→ **TASK**
Everything in the listing below should be repeated exactly, apart from the pictures.

→ **AVAILABLE DATA**
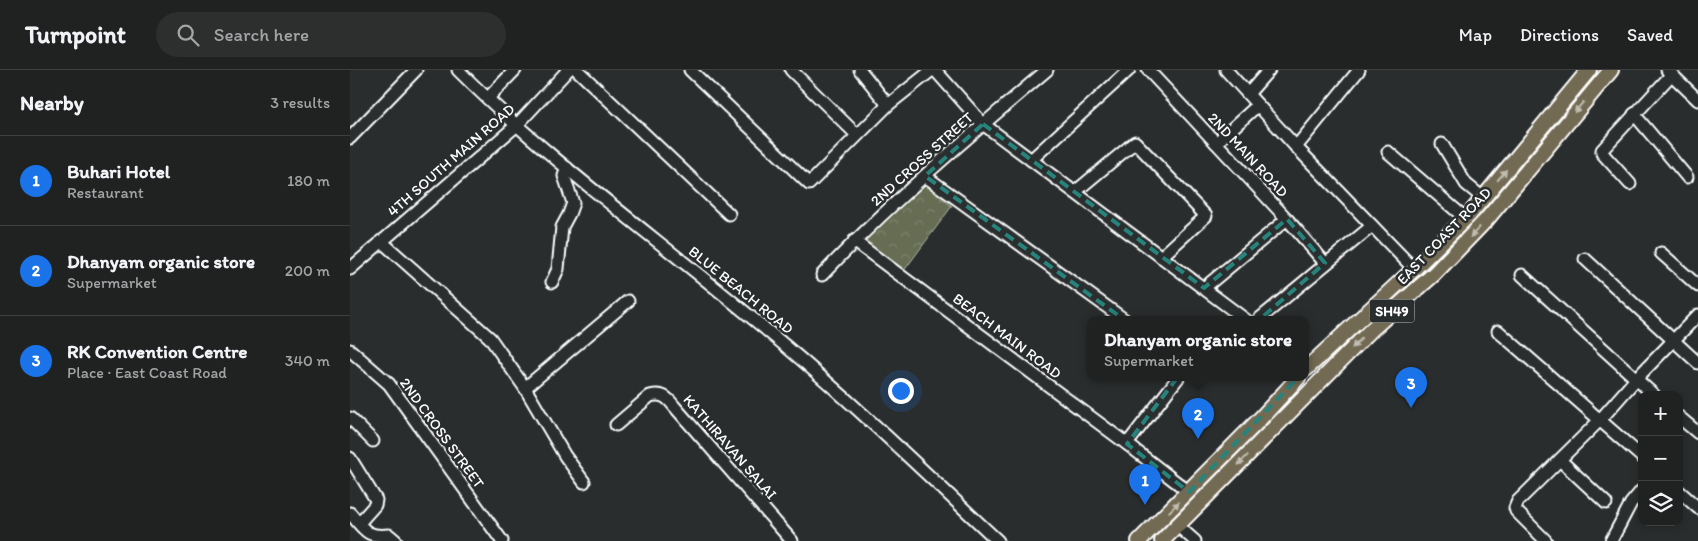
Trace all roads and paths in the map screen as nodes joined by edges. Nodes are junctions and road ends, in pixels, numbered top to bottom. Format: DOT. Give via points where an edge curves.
graph roads {
  1 [pos="416,70"];
  2 [pos="458,70"];
  3 [pos="514,70"];
  4 [pos="568,70"];
  5 [pos="577,70"];
  6 [pos="690,70"];
  7 [pos="791,70"];
  8 [pos="860,70"];
  9 [pos="933,70"];
  10 [pos="1047,70"];
  11 [pos="1129,70"];
  12 [pos="1148,70"];
  13 [pos="1226,70"];
  14 [pos="1269,70"];
  15 [pos="1359,70"];
  16 [pos="1589,70"];
  17 [pos="1610,70"];
  18 [pos="1670,72"];
  19 [pos="1248,94"];
  20 [pos="488,98"];
  21 [pos="1698,100"];
  22 [pos="888,105"];
  23 [pos="1258,105"];
  24 [pos="1634,114"];
  25 [pos="983,124"];
  26 [pos="517,125"];
  27 [pos="857,135"];
  28 [pos="350,138"];
  29 [pos="1216,143"];
  30 [pos="1442,144"];
  31 [pos="1296,148"];
  32 [pos="1388,152"];
  33 [pos="1031,160"];
  34 [pos="567,168"];
  35 [pos="925,176"];
  36 [pos="1687,177"];
  37 [pos="1630,184"];
  38 [pos="1075,192"];
  39 [pos="1483,198"];
  40 [pos="729,214"];
  41 [pos="1465,218"];
  42 [pos="1287,219"];
  43 [pos="1372,226"];
  44 [pos="381,241"];
  45 [pos="854,241"];
  46 [pos="1662,253"];
  47 [pos="1161,257"];
  48 [pos="1585,259"];
  49 [pos="1325,263"];
  50 [pos="1414,268"];
  51 [pos="350,269"];
  52 [pos="822,274"];
  53 [pos="1522,274"];
  54 [pos="552,282"];
  55 [pos="1698,286"];
  56 [pos="1204,288"];
  57 [pos="628,300"];
  58 [pos="1698,315"];
  59 [pos="1119,316"];
  60 [pos="1241,316"];
  61 [pos="1263,316"];
  62 [pos="1498,331"];
  63 [pos="1673,340"];
  64 [pos="350,350"];
  65 [pos="1698,363"];
  66 [pos="1309,366"];
  67 [pos="1636,379"];
  68 [pos="1176,381"];
  69 [pos="1295,381"];
  70 [pos="525,388"];
  71 [pos="1650,391"];
  72 [pos="350,418"];
  73 [pos="1600,420"];
  74 [pos="1683,420"];
  75 [pos="616,425"];
  76 [pos="1698,433"];
  77 [pos="373,441"];
  78 [pos="1127,444"];
  79 [pos="1638,453"];
  80 [pos="350,458"];
  81 [pos="1560,460"];
  82 [pos="584,482"];
  83 [pos="1189,492"];
  84 [pos="1638,495"];
  85 [pos="1683,495"];
  86 [pos="1606,503"];
  87 [pos="1698,508"];
  88 [pos="350,513"];
  89 [pos="359,522"];
  90 [pos="1178,526"];
  91 [pos="396,541"];
  92 [pos="502,541"];
  93 [pos="792,541"];
  94 [pos="998,541"];
  95 [pos="1140,541"];
  96 [pos="1162,541"];
  97 [pos="1195,541"];
  98 [pos="1546,541"];
  99 [pos="1611,541"];
  1 -- 28 [label="street"];
  2 -- 20 [label="street, BLUE BEACH ROAD"];
  3 -- 20 [label="street"];
  4 -- 26 [label="street, 4TH SOUTH MAIN ROAD"];
  5 -- 40 [label="street"];
  6 -- 27 [label="street" via="809,184"];
  7 -- 27 [label="street"];
  8 -- 22 [label="street"];
  9 -- 22 [label="street"];
  9 -- 25 [label="street"];
  10 -- 25 [label="street, 2ND CROSS STREET"];
  11 -- 33 [label="street"];
  12 -- 29 [label="street, 2ND MAIN ROAD"];
  13 -- 19 [label="street"];
  14 -- 19 [label="street"];
  15 -- 31 [label="street"];
  39 -- 16 [label="main road, EAST COAST ROAD / SH49, one-way"];
  17 -- 90 [label="main road, EAST COAST ROAD / SH49, one-way" via="1487,218 1434,274 1372,328"];
  18 -- 21 [label="street"];
  18 -- 24 [label="street"];
  19 -- 23 [label="street"];
  20 -- 26 [label="street, BLUE BEACH ROAD"];
  22 -- 27 [label="street"];
  23 -- 29 [label="street"];
  23 -- 31 [label="street"];
  24 -- 36 [label="street"];
  24 -- 37 [label="street" via="1602,150"];
  25 -- 33 [label="street"];
  25 -- 35 [label="street, 2ND CROSS STREET"];
  26 -- 34 [label="street, BLUE BEACH ROAD"];
  26 -- 44 [label="street, 4TH SOUTH MAIN ROAD"];
  29 -- 42 [label="street, 2ND MAIN ROAD"];
  30 -- 39 [label="street" via="1466,184"];
  31 -- 43 [label="street"];
  32 -- 41 [label="street"];
  33 -- 38 [label="street"];
  34 -- 54 [label="street" via="564,176 573,203 562,227 561,253"];
  34 -- 94 [label="street, BLUE BEACH ROAD" via="797,355"];
  35 -- 45 [label="street, 2ND CROSS STREET"];
  35 -- 59 [label="street"];
  38 -- 47 [label="street"];
  38 -- 47 [label="street" via="1135,142 1206,216"];
  39 -- 41 [label="main road, EAST COAST ROAD / SH49"];
  41 -- 50 [label="main road, EAST COAST ROAD / SH49"];
  42 -- 49 [label="street, 2ND MAIN ROAD"];
  42 -- 56 [label="street"];
  43 -- 49 [label="street"];
  43 -- 50 [label="street"];
  44 -- 51 [label="street, 4TH SOUTH MAIN ROAD"];
  44 -- 70 [label="street" via="490,338"];
  45 -- 52 [label="street, 2ND CROSS STREET"];
  45 -- 78 [label="street, BEACH MAIN ROAD"];
  46 -- 55 [label="street"];
  47 -- 56 [label="street"];
  48 -- 63 [label="street"];
  49 -- 61 [label="street"];
  50 -- 66 [label="main road, EAST COAST ROAD / SH49"];
  53 -- 67 [label="street"];
  56 -- 60 [label="street"];
  57 -- 70 [label="street"];
  58 -- 63 [label="street"];
  62 -- 73 [label="street"];
  63 -- 65 [label="street"];
  63 -- 67 [label="street"];
  64 -- 92 [label="street, 2ND CROSS STREET" via="389,384"];
  67 -- 71 [label="street"];
  67 -- 73 [label="street"];
  68 -- 78 [label="street"];
  69 -- 83 [label="main road, EAST COAST ROAD / SH49"];
  70 -- 82 [label="street"];
  72 -- 77 [label="street"];
  73 -- 79 [label="street"];
  73 -- 81 [label="street"];
  74 -- 76 [label="street"];
  75 -- 93 [label="street, KATHIRAVAN SALAI" via="650,396 663,395"];
  78 -- 83 [label="street, BEACH MAIN ROAD"];
  80 -- 89 [label="street" via="376,500"];
  81 -- 86 [label="street"];
  81 -- 98 [label="street" via="1518,501 1515,508"];
  95 -- 83 [label="main road, EAST COAST ROAD / SH49, one-way"];
  84 -- 99 [label="street"];
  85 -- 87 [label="street"];
  88 -- 89 [label="street"];
  89 -- 91 [label="street" via="372,536 389,535"];
  90 -- 96 [label="main road, EAST COAST ROAD / SH49"];
  90 -- 97 [label="street"];
}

→ **WRITTEN SOLUTION**
Trace all roads and paths in the map screen as nodes joined by edges. Nodes are junctions and road ends, in pixels, numbered top to bottom. Format: DOT. Give via points where an edge curves.
graph roads {
  1 [pos="416,70"];
  2 [pos="458,70"];
  3 [pos="514,70"];
  4 [pos="568,70"];
  5 [pos="577,70"];
  6 [pos="690,70"];
  7 [pos="791,70"];
  8 [pos="860,70"];
  9 [pos="933,70"];
  10 [pos="1047,70"];
  11 [pos="1129,70"];
  12 [pos="1148,70"];
  13 [pos="1226,70"];
  14 [pos="1269,70"];
  15 [pos="1359,70"];
  16 [pos="1589,70"];
  17 [pos="1610,70"];
  18 [pos="1670,72"];
  19 [pos="1248,94"];
  20 [pos="488,98"];
  21 [pos="1698,100"];
  22 [pos="888,105"];
  23 [pos="1258,105"];
  24 [pos="1634,114"];
  25 [pos="983,124"];
  26 [pos="517,125"];
  27 [pos="857,135"];
  28 [pos="350,138"];
  29 [pos="1216,143"];
  30 [pos="1442,144"];
  31 [pos="1296,148"];
  32 [pos="1388,152"];
  33 [pos="1031,160"];
  34 [pos="567,168"];
  35 [pos="925,176"];
  36 [pos="1687,177"];
  37 [pos="1630,184"];
  38 [pos="1075,192"];
  39 [pos="1483,198"];
  40 [pos="729,214"];
  41 [pos="1465,218"];
  42 [pos="1287,219"];
  43 [pos="1372,226"];
  44 [pos="381,241"];
  45 [pos="854,241"];
  46 [pos="1662,253"];
  47 [pos="1161,257"];
  48 [pos="1585,259"];
  49 [pos="1325,263"];
  50 [pos="1414,268"];
  51 [pos="350,269"];
  52 [pos="822,274"];
  53 [pos="1522,274"];
  54 [pos="552,282"];
  55 [pos="1698,286"];
  56 [pos="1204,288"];
  57 [pos="628,300"];
  58 [pos="1698,315"];
  59 [pos="1119,316"];
  60 [pos="1241,316"];
  61 [pos="1263,316"];
  62 [pos="1498,331"];
  63 [pos="1673,340"];
  64 [pos="350,350"];
  65 [pos="1698,363"];
  66 [pos="1309,366"];
  67 [pos="1636,379"];
  68 [pos="1176,381"];
  69 [pos="1295,381"];
  70 [pos="525,388"];
  71 [pos="1650,391"];
  72 [pos="350,418"];
  73 [pos="1600,420"];
  74 [pos="1683,420"];
  75 [pos="616,425"];
  76 [pos="1698,433"];
  77 [pos="373,441"];
  78 [pos="1127,444"];
  79 [pos="1638,453"];
  80 [pos="350,458"];
  81 [pos="1560,460"];
  82 [pos="584,482"];
  83 [pos="1189,492"];
  84 [pos="1638,495"];
  85 [pos="1683,495"];
  86 [pos="1606,503"];
  87 [pos="1698,508"];
  88 [pos="350,513"];
  89 [pos="359,522"];
  90 [pos="1178,526"];
  91 [pos="396,541"];
  92 [pos="502,541"];
  93 [pos="792,541"];
  94 [pos="998,541"];
  95 [pos="1140,541"];
  96 [pos="1162,541"];
  97 [pos="1195,541"];
  98 [pos="1546,541"];
  99 [pos="1611,541"];
  1 -- 28 [label="street"];
  2 -- 20 [label="street, BLUE BEACH ROAD"];
  3 -- 20 [label="street"];
  4 -- 26 [label="street, 4TH SOUTH MAIN ROAD"];
  5 -- 40 [label="street"];
  6 -- 27 [label="street" via="809,184"];
  7 -- 27 [label="street"];
  8 -- 22 [label="street"];
  9 -- 22 [label="street"];
  9 -- 25 [label="street"];
  10 -- 25 [label="street, 2ND CROSS STREET"];
  11 -- 33 [label="street"];
  12 -- 29 [label="street, 2ND MAIN ROAD"];
  13 -- 19 [label="street"];
  14 -- 19 [label="street"];
  15 -- 31 [label="street"];
  39 -- 16 [label="main road, EAST COAST ROAD / SH49, one-way"];
  17 -- 90 [label="main road, EAST COAST ROAD / SH49, one-way" via="1487,218 1434,274 1372,328"];
  18 -- 21 [label="street"];
  18 -- 24 [label="street"];
  19 -- 23 [label="street"];
  20 -- 26 [label="street, BLUE BEACH ROAD"];
  22 -- 27 [label="street"];
  23 -- 29 [label="street"];
  23 -- 31 [label="street"];
  24 -- 36 [label="street"];
  24 -- 37 [label="street" via="1602,150"];
  25 -- 33 [label="street"];
  25 -- 35 [label="street, 2ND CROSS STREET"];
  26 -- 34 [label="street, BLUE BEACH ROAD"];
  26 -- 44 [label="street, 4TH SOUTH MAIN ROAD"];
  29 -- 42 [label="street, 2ND MAIN ROAD"];
  30 -- 39 [label="street" via="1466,184"];
  31 -- 43 [label="street"];
  32 -- 41 [label="street"];
  33 -- 38 [label="street"];
  34 -- 54 [label="street" via="564,176 573,203 562,227 561,253"];
  34 -- 94 [label="street, BLUE BEACH ROAD" via="797,355"];
  35 -- 45 [label="street, 2ND CROSS STREET"];
  35 -- 59 [label="street"];
  38 -- 47 [label="street"];
  38 -- 47 [label="street" via="1135,142 1206,216"];
  39 -- 41 [label="main road, EAST COAST ROAD / SH49"];
  41 -- 50 [label="main road, EAST COAST ROAD / SH49"];
  42 -- 49 [label="street, 2ND MAIN ROAD"];
  42 -- 56 [label="street"];
  43 -- 49 [label="street"];
  43 -- 50 [label="street"];
  44 -- 51 [label="street, 4TH SOUTH MAIN ROAD"];
  44 -- 70 [label="street" via="490,338"];
  45 -- 52 [label="street, 2ND CROSS STREET"];
  45 -- 78 [label="street, BEACH MAIN ROAD"];
  46 -- 55 [label="street"];
  47 -- 56 [label="street"];
  48 -- 63 [label="street"];
  49 -- 61 [label="street"];
  50 -- 66 [label="main road, EAST COAST ROAD / SH49"];
  53 -- 67 [label="street"];
  56 -- 60 [label="street"];
  57 -- 70 [label="street"];
  58 -- 63 [label="street"];
  62 -- 73 [label="street"];
  63 -- 65 [label="street"];
  63 -- 67 [label="street"];
  64 -- 92 [label="street, 2ND CROSS STREET" via="389,384"];
  67 -- 71 [label="street"];
  67 -- 73 [label="street"];
  68 -- 78 [label="street"];
  69 -- 83 [label="main road, EAST COAST ROAD / SH49"];
  70 -- 82 [label="street"];
  72 -- 77 [label="street"];
  73 -- 79 [label="street"];
  73 -- 81 [label="street"];
  74 -- 76 [label="street"];
  75 -- 93 [label="street, KATHIRAVAN SALAI" via="650,396 663,395"];
  78 -- 83 [label="street, BEACH MAIN ROAD"];
  80 -- 89 [label="street" via="376,500"];
  81 -- 86 [label="street"];
  81 -- 98 [label="street" via="1518,501 1515,508"];
  95 -- 83 [label="main road, EAST COAST ROAD / SH49, one-way"];
  84 -- 99 [label="street"];
  85 -- 87 [label="street"];
  88 -- 89 [label="street"];
  89 -- 91 [label="street" via="372,536 389,535"];
  90 -- 96 [label="main road, EAST COAST ROAD / SH49"];
  90 -- 97 [label="street"];
}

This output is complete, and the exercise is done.